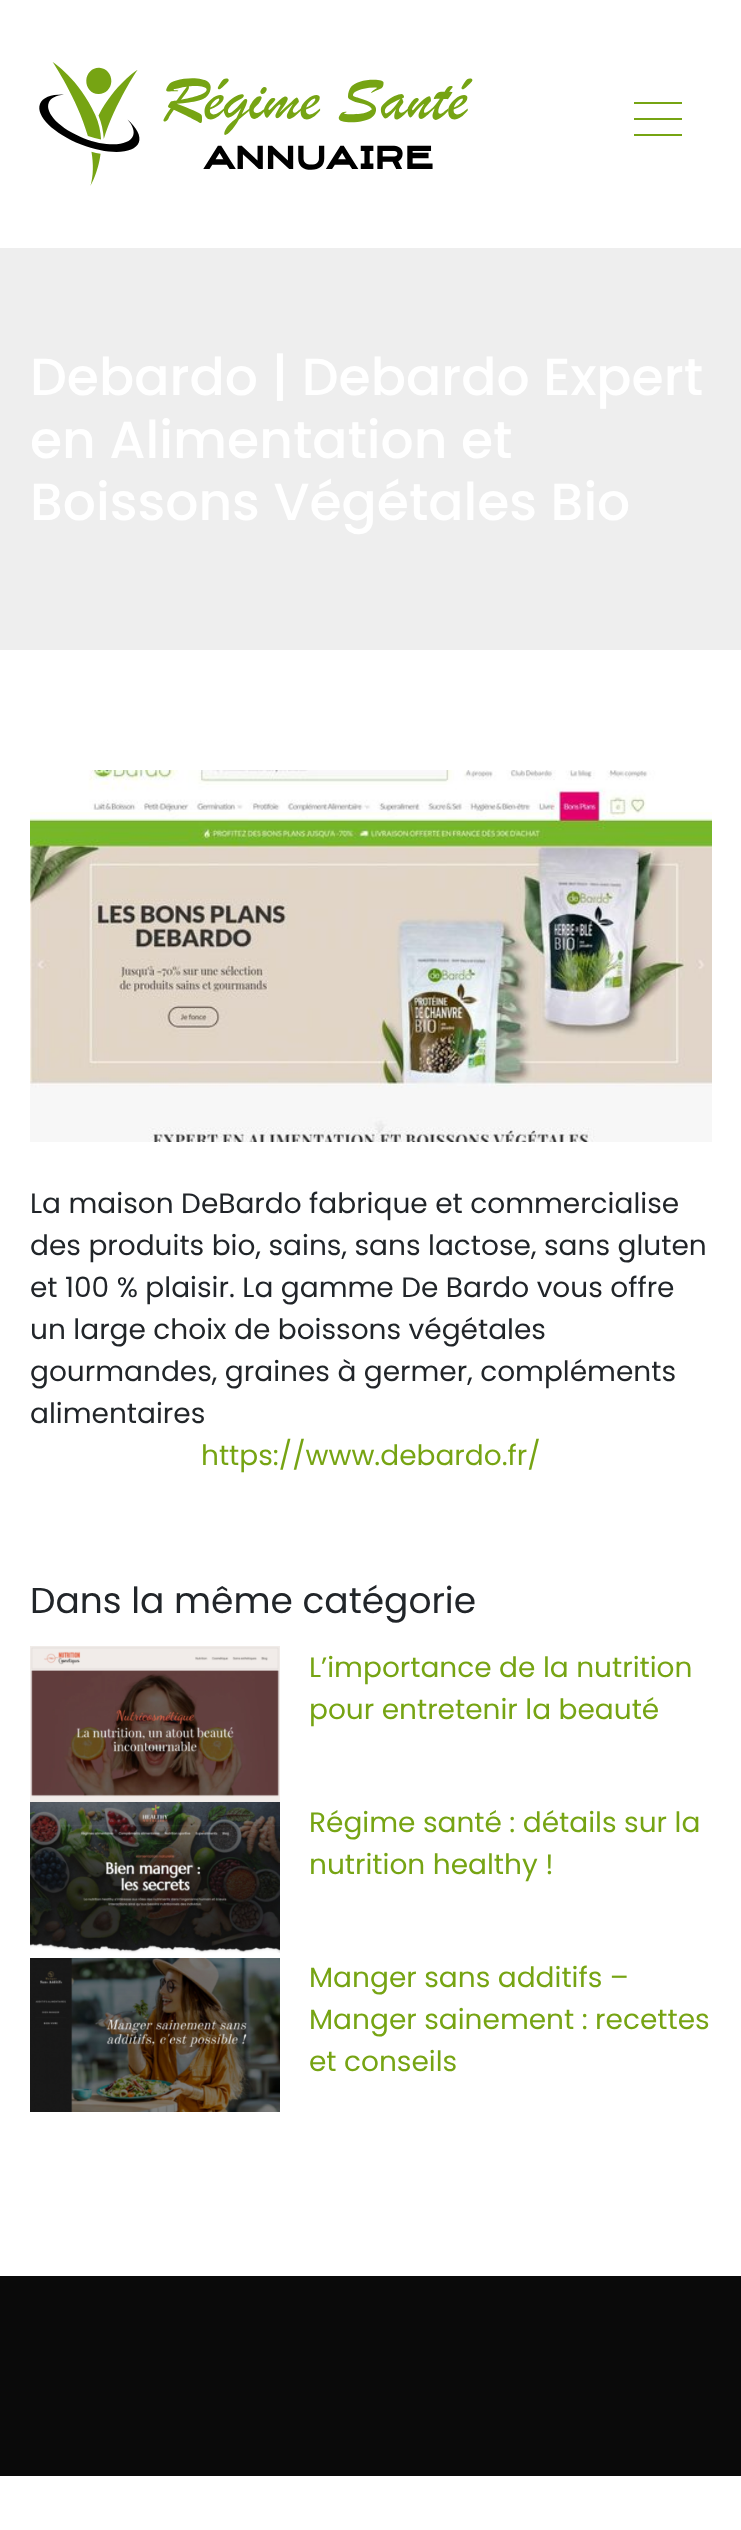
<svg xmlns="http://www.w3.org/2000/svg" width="741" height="2530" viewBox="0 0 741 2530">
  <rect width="100%" height="100%" fill="rgb(255,255,255)"/>
  <image x="39" y="62" width="434" height="124" href="pic1.png"/>
  <rect x="634" y="102" width="48" height="2" fill="rgb(118,164,19)"/>
  <rect x="634" y="118" width="48" height="2" fill="rgb(118,164,19)"/>
  <rect x="634" y="134" width="48" height="2" fill="rgb(118,164,19)"/>
  <rect x="0" y="248" width="741" height="402" fill="rgb(238,238,238)"/>
  <g font-family="Poppins" font-size="52" font-weight="500" fill="rgb(255,255,255)">
    <text>
      <tspan x="30" y="395">Debardo | Debardo Expert</tspan>
      <tspan x="30" y="458">en Alimentation et</tspan>
      <tspan x="30" y="520">Boissons Végétales Bio</tspan>
    </text>
  </g>
  <image x="30" y="770" width="682" height="372" href="pic2.png"/>
  <g font-family="Poppins" font-size="28" fill="rgb(33,37,41)">
    <text>
      <tspan x="30" y="1213">La maison DeBardo fabrique et commercialise</tspan>
      <tspan x="30" y="1255">des produits bio, sains, sans lactose, sans gluten</tspan>
      <tspan x="30" y="1297">et 100 % plaisir. La gamme De Bardo vous offre</tspan>
      <tspan x="30" y="1339">un large choix de boissons végétales</tspan>
      <tspan x="30" y="1381">gourmandes, graines à germer, compléments</tspan>
      <tspan x="30" y="1423">alimentaires</tspan>
    </text>
  </g>
  <text x="201" y="1465" font-family="Poppins" font-size="28" fill="rgb(118,164,19)">https://www.debardo.fr/</text>
  <text x="30" y="1613" font-family="Poppins" font-size="36" fill="rgb(33,37,41)">Dans la même catégorie</text>
  <image x="30" y="1646" width="250" height="156" href="pic3.png"/>
  <g font-family="Poppins" font-size="28" fill="rgb(118,164,19)">
    <text>
      <tspan x="309" y="1677">L’importance de la nutrition</tspan>
      <tspan x="309" y="1719">pour entretenir la beauté</tspan>
    </text>
  </g>
  <image x="30" y="1802" width="250" height="151" href="pic4.png"/>
  <g font-family="Poppins" font-size="28" fill="rgb(118,164,19)">
    <text>
      <tspan x="309" y="1832">Régime santé : détails sur la</tspan>
      <tspan x="309" y="1874">nutrition healthy !</tspan>
    </text>
  </g>
  <image x="30" y="1958" width="250" height="154" href="pic5.png"/>
  <g font-family="Poppins" font-size="28" fill="rgb(118,164,19)">
    <text>
      <tspan x="309" y="1987">Manger sans additifs –</tspan>
      <tspan x="309" y="2029">Manger sainement : recettes</tspan>
      <tspan x="309" y="2071">et conseils</tspan>
    </text>
  </g>
  <rect x="0" y="2276" width="741" height="200" fill="rgb(10,10,10)"/>
</svg>
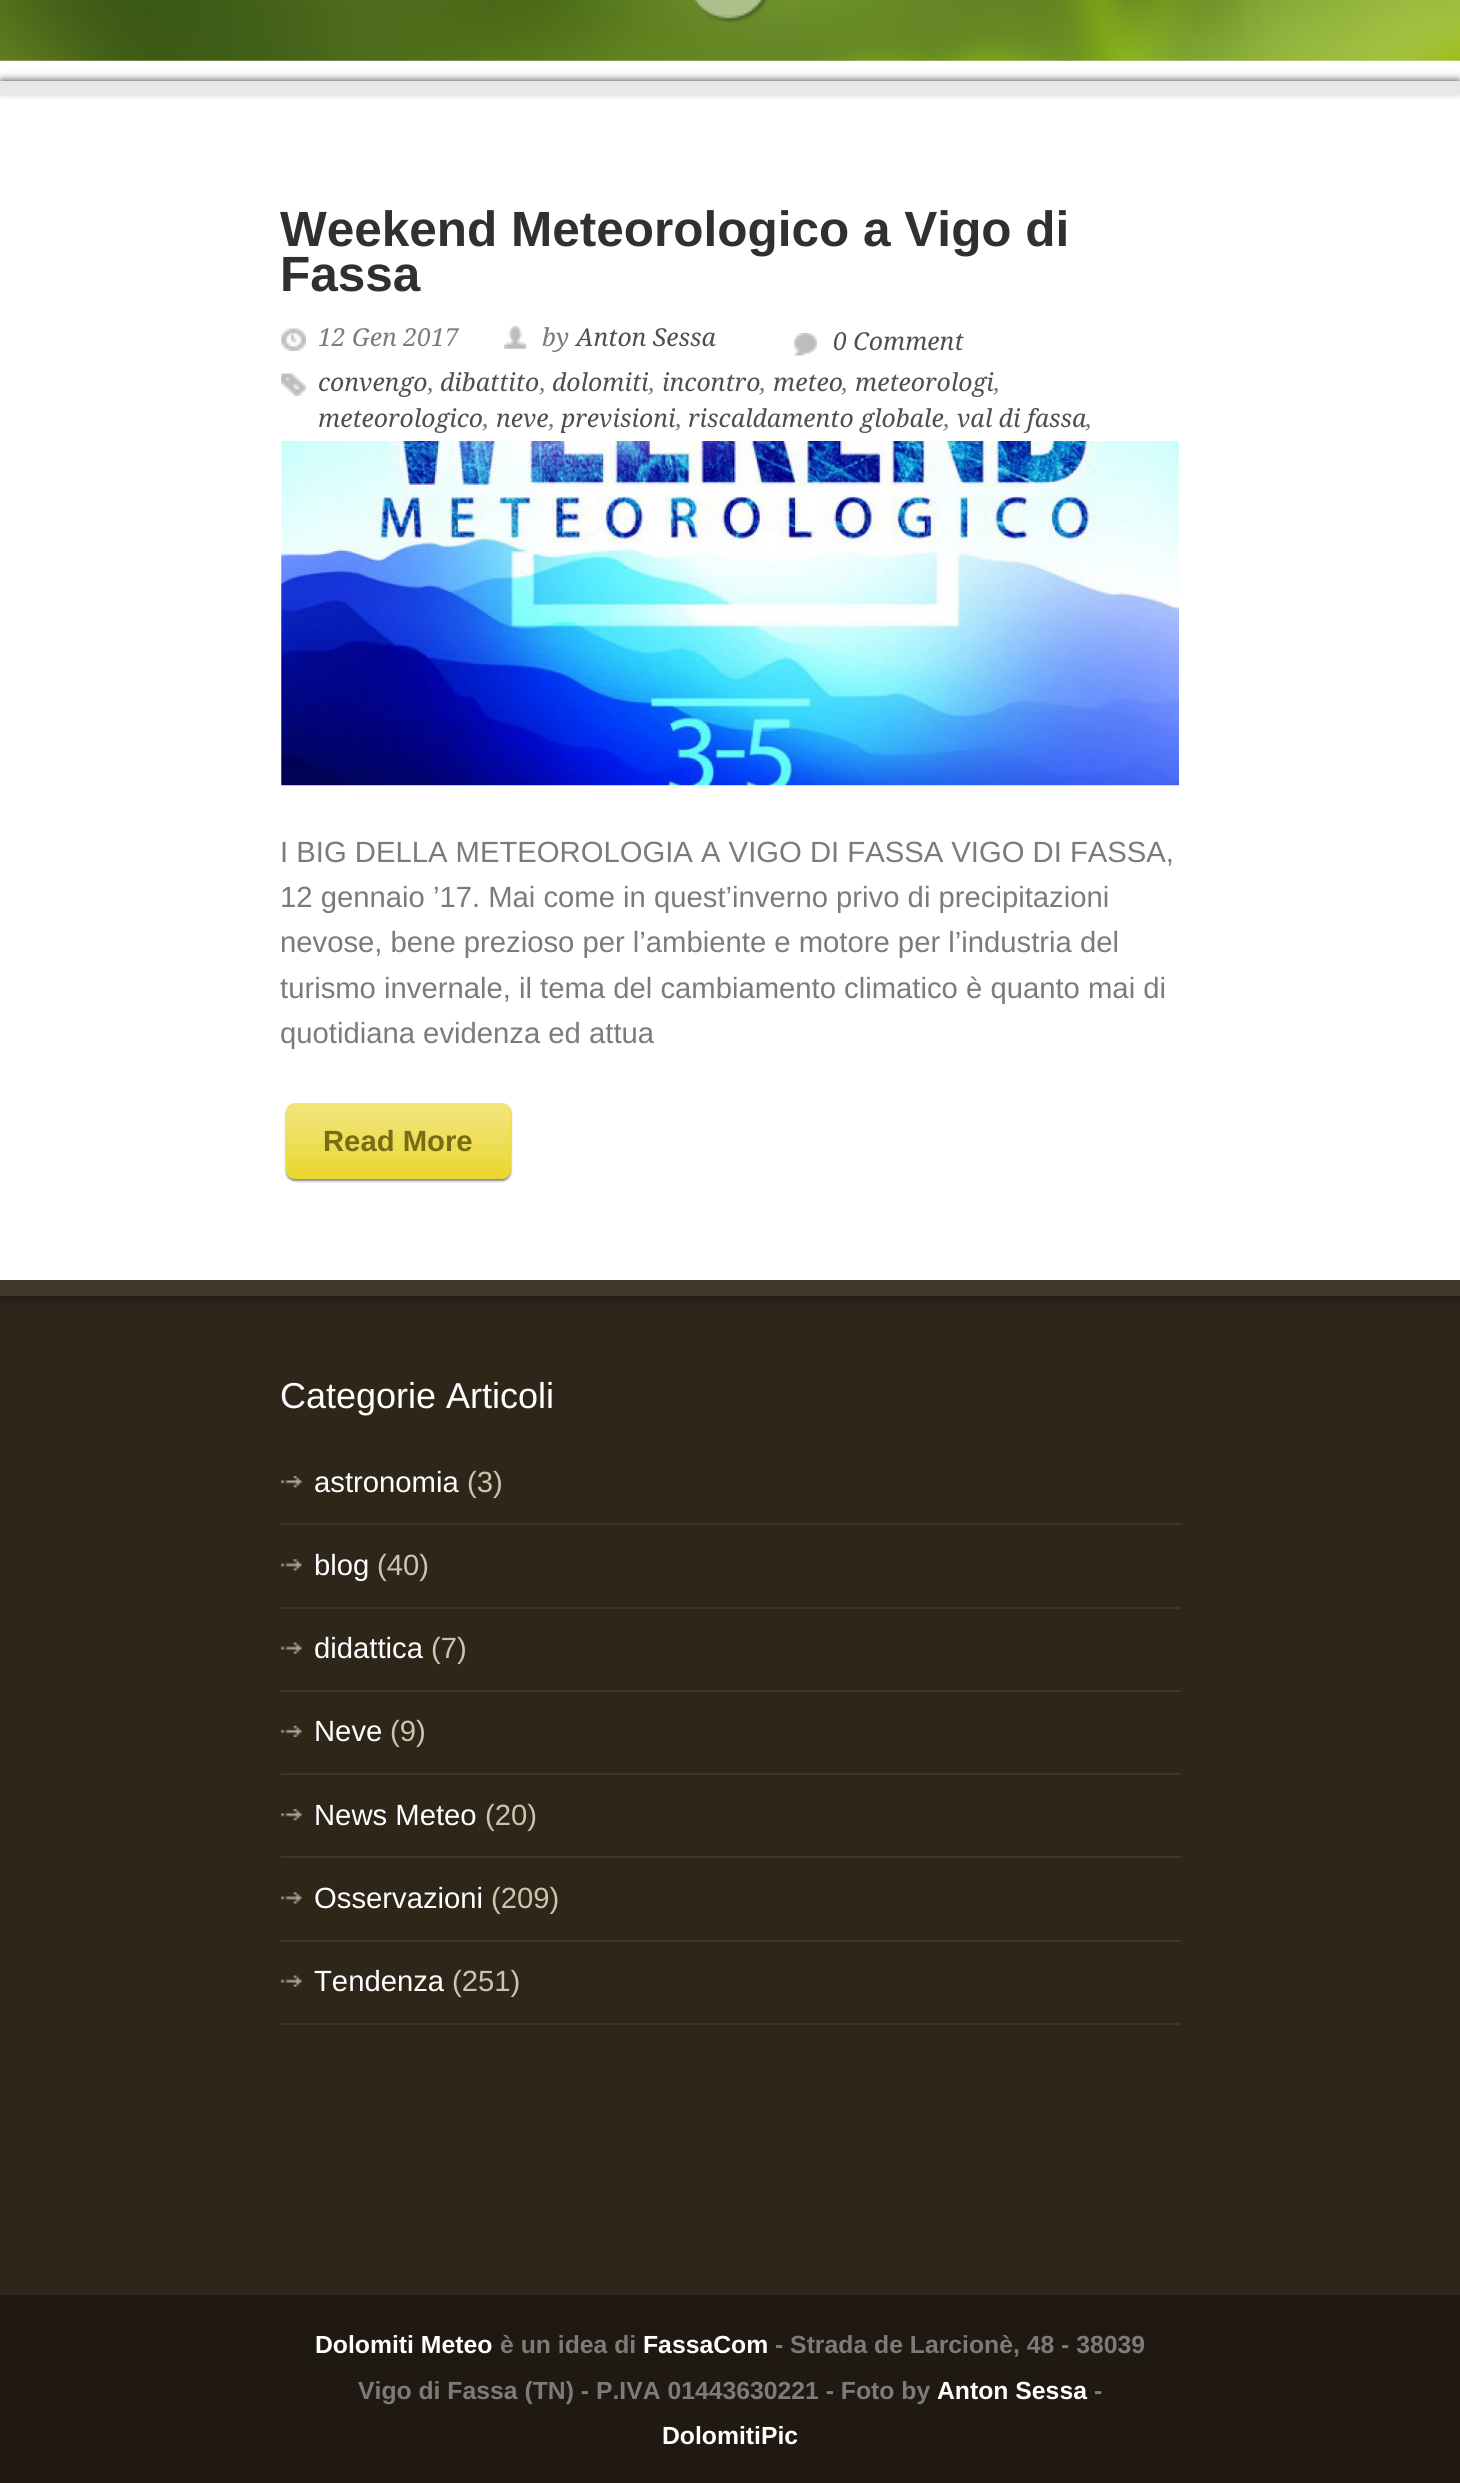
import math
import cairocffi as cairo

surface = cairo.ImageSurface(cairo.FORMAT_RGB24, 1460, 2483)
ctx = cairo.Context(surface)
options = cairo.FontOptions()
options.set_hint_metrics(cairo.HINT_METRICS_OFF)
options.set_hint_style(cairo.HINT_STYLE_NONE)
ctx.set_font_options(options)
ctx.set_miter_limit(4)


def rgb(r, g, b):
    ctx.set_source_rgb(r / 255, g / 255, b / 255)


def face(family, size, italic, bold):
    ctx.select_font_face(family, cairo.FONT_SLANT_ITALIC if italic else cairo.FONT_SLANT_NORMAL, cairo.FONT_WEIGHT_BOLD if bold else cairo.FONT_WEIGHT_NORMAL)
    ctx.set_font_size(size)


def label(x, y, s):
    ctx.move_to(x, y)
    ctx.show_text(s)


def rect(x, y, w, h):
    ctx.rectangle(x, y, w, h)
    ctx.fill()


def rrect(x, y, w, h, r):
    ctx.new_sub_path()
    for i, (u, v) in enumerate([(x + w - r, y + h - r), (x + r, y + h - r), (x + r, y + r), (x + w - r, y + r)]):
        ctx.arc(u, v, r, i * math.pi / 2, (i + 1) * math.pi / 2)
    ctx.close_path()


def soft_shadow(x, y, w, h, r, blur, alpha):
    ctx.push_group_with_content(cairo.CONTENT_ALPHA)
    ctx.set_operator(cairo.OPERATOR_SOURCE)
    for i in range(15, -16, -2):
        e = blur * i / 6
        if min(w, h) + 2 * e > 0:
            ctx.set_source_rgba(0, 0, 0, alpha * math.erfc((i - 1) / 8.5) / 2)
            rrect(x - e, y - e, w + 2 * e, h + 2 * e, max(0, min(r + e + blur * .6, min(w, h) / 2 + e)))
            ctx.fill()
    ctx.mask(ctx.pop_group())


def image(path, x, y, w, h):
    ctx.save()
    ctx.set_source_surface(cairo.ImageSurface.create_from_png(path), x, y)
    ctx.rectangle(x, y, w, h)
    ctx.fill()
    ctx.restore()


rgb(255, 255, 255)
ctx.paint()
image('image0.png', 0, 0, 1460, 61)
image('image1.png', 693, 0, 75, 23)
rgb(51, 51, 51)
soft_shadow(2, 81, 1456, 9, 0, 4.5, 1)
rgb(231, 231, 231)
rect(0, 81, 1460, 14)
face('Liberation Sans', 49.5, 0, 1)
rgb(48, 48, 48)
label(280, 246, 'Weekend Meteorologico a Vigo di')
label(280, 291, 'Fassa')
image('image2.png', 281, 328, 25, 23)
face('Droid Serif', 24.75, 1, 0)
rgb(123, 123, 123)
label(318, 346, '12 Gen 2017')
image('image3.png', 504, 326, 23, 23)
label(542, 346, 'by')
rgb(79, 79, 79)
label(576, 346, 'Anton Sessa')
image('image4.png', 794, 333, 23, 23)
label(833, 350, '0 Comment')
image('image5.png', 281, 373, 25, 23)
label(318, 391, 'convengo')
rgb(123, 123, 123)
label(428, 391, ',')
rgb(79, 79, 79)
label(440, 391, 'dibattito')
rgb(123, 123, 123)
label(540, 391, ',')
rgb(79, 79, 79)
label(552, 391, 'dolomiti')
rgb(123, 123, 123)
label(649, 391, ',')
rgb(79, 79, 79)
label(662, 391, 'incontro')
rgb(123, 123, 123)
label(760, 391, ',')
rgb(79, 79, 79)
label(773, 391, 'meteo')
rgb(123, 123, 123)
label(842, 391, ',')
rgb(79, 79, 79)
label(855, 391, 'meteorologi')
rgb(123, 123, 123)
label(994, 391, ',')
rgb(79, 79, 79)
label(318, 427, 'meteorologico')
rgb(123, 123, 123)
label(483, 427, ',')
rgb(79, 79, 79)
label(496, 427, 'neve')
rgb(123, 123, 123)
label(549, 427, ',')
rgb(79, 79, 79)
label(561, 427, 'previsioni')
rgb(123, 123, 123)
label(676, 427, ',')
rgb(79, 79, 79)
label(688, 427, 'riscaldamento globale')
rgb(123, 123, 123)
label(944, 427, ',')
rgb(79, 79, 79)
label(957, 427, 'val di fassa')
rgb(123, 123, 123)
label(1086, 427, ',')
image('image6.png', 281, 441, 898, 345)
face('Liberation Sans', 29.25, 0, 0)
label(280, 862, 'I BIG DELLA METEOROLOGIA A VIGO DI FASSA VIGO DI FASSA,')
label(280, 907, '12 gennaio ’17. Mai come in quest’inverno privo di precipitazioni')
label(280, 952, 'nevose, bene prezioso per l’ambiente e motore per l’industria del')
label(280, 998, 'turismo invernale, il tema del cambiamento climatico è quanto mai di')
label(280, 1043, 'quotidiana evidenza ed attua')
rgb(136, 136, 136)
soft_shadow(286, 1105, 225, 76, 9, 1, 1)
rgb(233, 212, 36)
rrect(286, 1103, 225, 76, 9)
ctx.fill()
image('image7.png', 286, 1103, 225, 76)
face('Liberation Sans', 29.25, 0, 1)
rgb(120, 109, 20)
label(323, 1151, 'Read More')
rgb(47, 38, 26)
rect(0, 1296, 1460, 999)
ctx.save()
ctx.rectangle(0, 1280, 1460, 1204)
ctx.clip()
rgb(17, 17, 17)
soft_shadow(0, 1280, 1460, 16, 0, 7, 1)
ctx.restore()
rgb(67, 57, 43)
rect(0, 1280, 1460, 16)
face('Liberation Sans', 36, 0, 0)
rgb(255, 255, 255)
label(280, 1408, 'Categorie Articoli')
image('image8.png', 281, 1476, 21, 12)
rgb(63, 54, 42)
rect(281, 1523, 900, 2)
face('Liberation Sans', 29.25, 0, 0)
rgb(255, 255, 255)
label(314, 1492, 'astronomia')
rgb(207, 194, 174)
label(467, 1492, '(3)')
image('image9.png', 281, 1559, 21, 12)
rgb(63, 54, 42)
rect(281, 1607, 900, 2)
rgb(255, 255, 255)
label(314, 1575, 'blog')
rgb(207, 194, 174)
label(377, 1575, '(40)')
image('image10.png', 281, 1642, 21, 12)
rgb(63, 54, 42)
rect(281, 1690, 900, 2)
rgb(255, 255, 255)
label(314, 1658, 'didattica')
rgb(207, 194, 174)
label(431, 1658, '(7)')
image('image11.png', 281, 1725, 21, 12)
rgb(63, 54, 42)
rect(281, 1773, 900, 2)
rgb(255, 255, 255)
label(314, 1741, 'Neve')
rgb(207, 194, 174)
label(390, 1741, '(9)')
image('image8.png', 281, 1809, 21, 12)
rgb(63, 54, 42)
rect(281, 1856, 900, 2)
rgb(255, 255, 255)
label(314, 1825, 'News Meteo')
rgb(207, 194, 174)
label(485, 1825, '(20)')
image('image9.png', 281, 1892, 21, 12)
rgb(63, 54, 42)
rect(281, 1940, 900, 2)
rgb(255, 255, 255)
label(314, 1908, 'Osservazioni')
rgb(207, 194, 174)
label(491, 1908, '(209)')
image('image10.png', 281, 1975, 21, 12)
rgb(63, 54, 42)
rect(281, 2023, 900, 2)
rgb(255, 255, 255)
label(314, 1991, 'Tendenza')
rgb(207, 194, 174)
label(452, 1991, '(251)')
rgb(31, 25, 17)
rect(0, 2295, 1460, 188)
face('Liberation Sans', 24.75, 0, 1)
rgb(255, 255, 255)
label(315, 2353, 'Dolomiti Meteo')
rgb(123, 123, 123)
label(500, 2353, 'è un idea di')
rgb(255, 255, 255)
label(643, 2353, 'FassaCom')
rgb(123, 123, 123)
label(775, 2353, '- Strada de Larcionè, 48 - 38039')
label(358, 2399, 'Vigo di Fassa (TN) - P.IVA 01443630221 - Foto by')
rgb(255, 255, 255)
label(937, 2399, 'Anton Sessa')
rgb(123, 123, 123)
label(1094, 2399, '-')
rgb(255, 255, 255)
label(662, 2444, 'DolomitiPic')
surface.write_to_png('render.png')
********************
(WHAT YOU WILL DO)
Copy each line of the listing that carries the string "math".

(SOLVED PROBLEM)
import math
        ctx.arc(u, v, r, i * math.pi / 2, (i + 1) * math.pi / 2)
            ctx.set_source_rgba(0, 0, 0, alpha * math.erfc((i - 1) / 8.5) / 2)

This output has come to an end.